May 15, 2011, 5:00 PM EDT
Let’s get this out of the way. Derrick Rose is going to average over 20 points per game in this series, and the only reason I’m putting that that low is because the trudging slow pace of the series due to the defense will limit how many opportunities he gets. Rose is not only a nearly unstoppable force of nature that seems to rise to the biggest of occasions, he’s also a high usage player that has the ball in his hands, all the time. The question is not how he’s going to score 25 or more, it’s how many shots he’s going to need to get there.
That said, you can’t just accept Rose’s trample, so you have to do something. The Heat have made it clear, they’re going to throw multiple looks at him. It won’t just be Chalmers, or Wade, or LeBron, it’s going to be a little bit of everything. The trick is to try and exhaust him in getting all those points and shots, just making it that much harder on him to wear down his efficiency and take away whatever you can.
The ideal scenario involves Mario Chalmers playing Rose up, with help coming at the elbow from a wing defender, and then a final weak-side rotation low from one of the bigs to challenge Rose at the rim and try force him deeper. That worked in the Heat’s best game against Rose, forcing 15 misses on 24 shots. In that game, Erick Dampier spent a lot of time on the floor challenging Rose. Dampier has seen no time in the playoffs with Joel Anthony, Zydrunas Ilgauskas, and Juwan Howard doing the lion’s share at center. Joel Anthony doesn’t have the raw girth or height to challenge in the same way, and Ilgauskas’ mobility is more limited than Dampier.

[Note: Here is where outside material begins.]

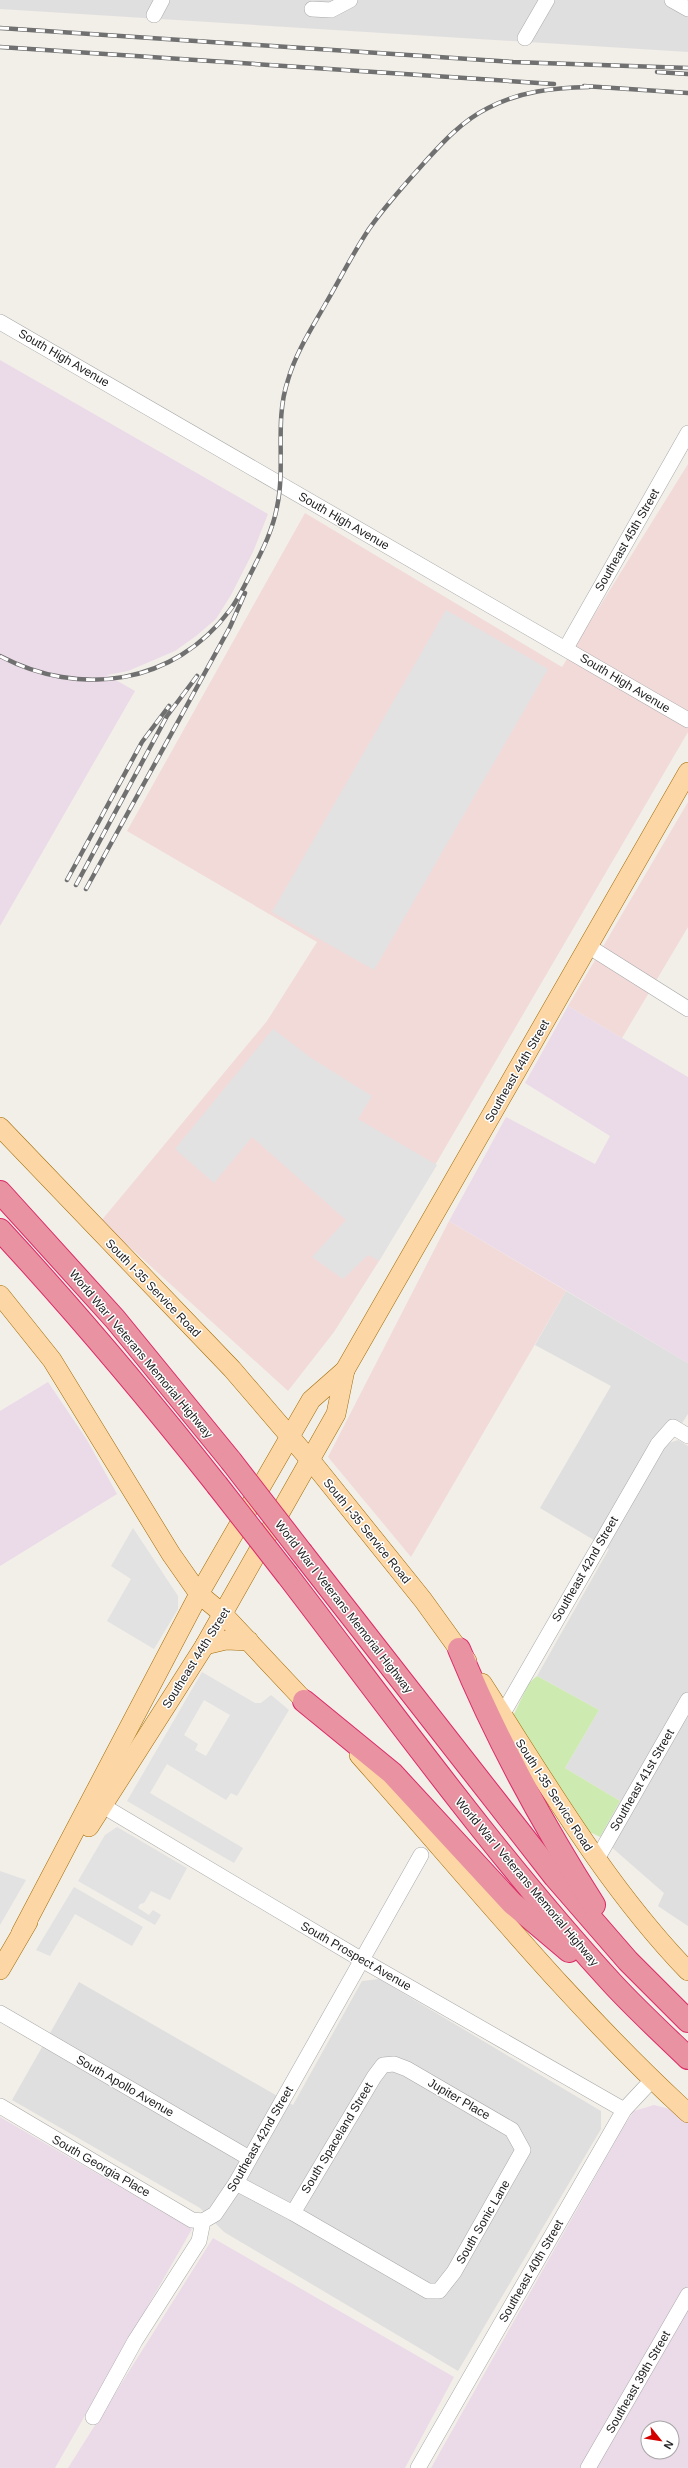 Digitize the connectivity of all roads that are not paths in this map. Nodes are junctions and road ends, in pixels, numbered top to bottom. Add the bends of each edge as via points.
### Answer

Yes, I can hear your jokes now. It’s a matter of degrees.
The temptation is to check Rose with Wade or James, but doing so 1. exhausts your primary players on defense when you need them so badly on offense and 2. risks accumulation of fouls and 3. wastes them as help defenders. Both of those guys will see time on Rose, but honestly, Rose is too fast for either of them. Either can step in to attack the dribble or try and draw a charge, or if nothing else, force the dribble-back to reset the offense.
But there’s a bigger issue with bringing too much help. On so many of Rose’s floater misses when the defense does commit either at the wing or down low, it sets up both positioning and trajectory for the ball to land directly in a Bull’s hand on the offensive glass. It’s not just the first shot that hurts you, it’s all the second chance opportunities. That’s how a mediocre offense like the Bulls’ can survive when Derrick Rose isn’t producing.
The big key here is Rose’s jumper. If it starts falling, the Heat can’t go under the screen, which opens the edge to Rose. Rose is so fast, he turns that edge into a straight trajectory to the basket. Which means scores and fouls and points, or dump-offs. The other huge component is the Bulls’ outside shooters. The Heat’s wings will gamble off of Kyle Korver, and even moreso Keith Bogans and dare them to beat them. If they can’t hit, defending Rose becomes easier. Derrick Rose takes the Bulls’ offense on his back nightly. He has to get help to beat the Heat.